Text Preprocessing in Python: Steps, Tools, and Examples

We outline the basic steps of text preprocessing, which are needed for transferring text from human language to machine-readable format for further processing. We will also discuss text preprocessing tools.



By Olga Davydova, Data Monsters.

After a text is obtained, we start with text normalization. Text normalization includes:

  • converting all letters to lower or upper case
  • converting numbers into words or removing numbers
  • removing punctuations, accent marks and other diacritics
  • removing white spaces
  • expanding abbreviations
  • removing stop words, sparse terms, and particular words
  • text canonicalization

We will describe text normalization steps in detail below.

Convert text to lowercase

Example 1. Convert text to lowercase

Python code:

 
input_str = ”The 5 biggest countries by population in 2017 are China, India, United States, Indonesia, and Brazil.”
input_str = input_str.lower()
print(input_str)

Output:

 
the 5 biggest countries by population in 2017 are china, india, united states, indonesia, and brazil.

Remove numbers

Remove numbers if they are not relevant to your analyses. Usually, regular expressions are used to remove numbers.

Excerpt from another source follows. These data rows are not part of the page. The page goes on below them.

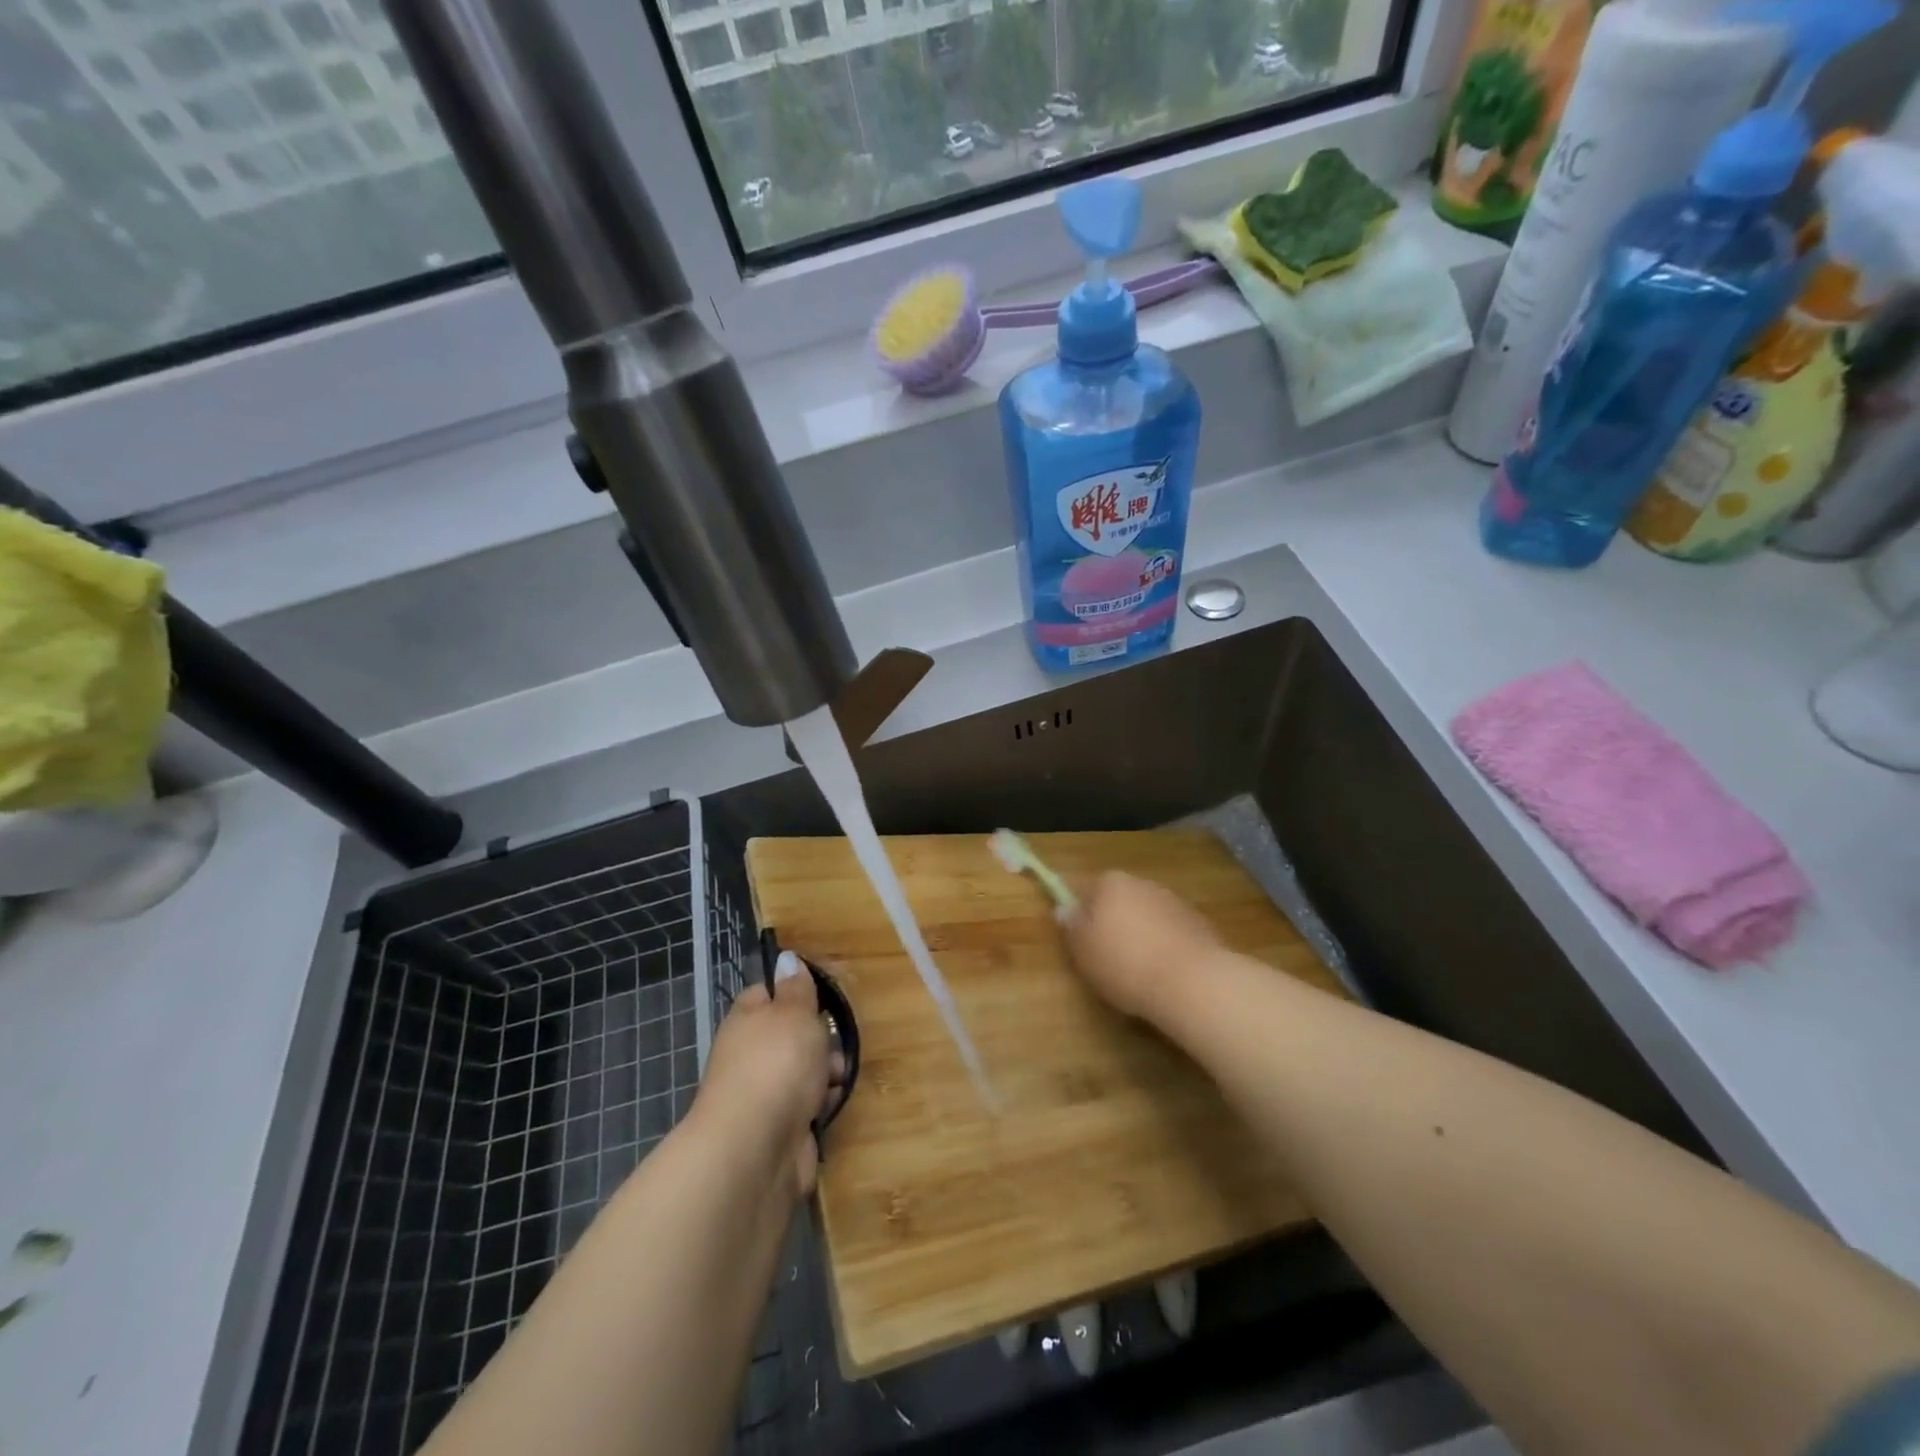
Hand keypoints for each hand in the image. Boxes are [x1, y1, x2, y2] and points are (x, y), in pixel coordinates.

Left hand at [693, 952, 842, 1200]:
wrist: (756, 1149)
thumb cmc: (776, 1065)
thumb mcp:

Example 2. Numbers removing

Python code:

 
import re
input_str = ’Box A contains 3 red and 5 white balls, while Box B contains 4 red and 2 blue balls.’
result = re.sub(r’\d+’, ‘’, input_str)
print(result)

Output:

 
Box A contains red and white balls, while Box B contains red and blue balls.

Remove punctuation

The following code removes this set of symbols [!”#$%&’()*+,-./:;<=>?@[\]^_`{|}~]:

Example 3. Punctuation removal

Python code:

 
import string
input_str = “This &is [an] example? {of} string. with.? punctuation!!!!” # Sample string
result = input_str.translate(string.maketrans(“”,””), string.punctuation)
print(result)

Output:

 
This is an example of string with punctuation

Remove whitespaces

To remove leading and ending spaces, you can use the strip() function:

Example 4. White spaces removal

Python code:

 
input_str = “ \t a string example\t “
input_str = input_str.strip()
input_str

Output:

 
‘a string example’

Tokenization

Tokenization is the process of splitting the given text into smaller pieces called tokens. Words, numbers, punctuation marks, and others can be considered as tokens. In this table (“Tokenization” sheet) several tools for implementing tokenization are described.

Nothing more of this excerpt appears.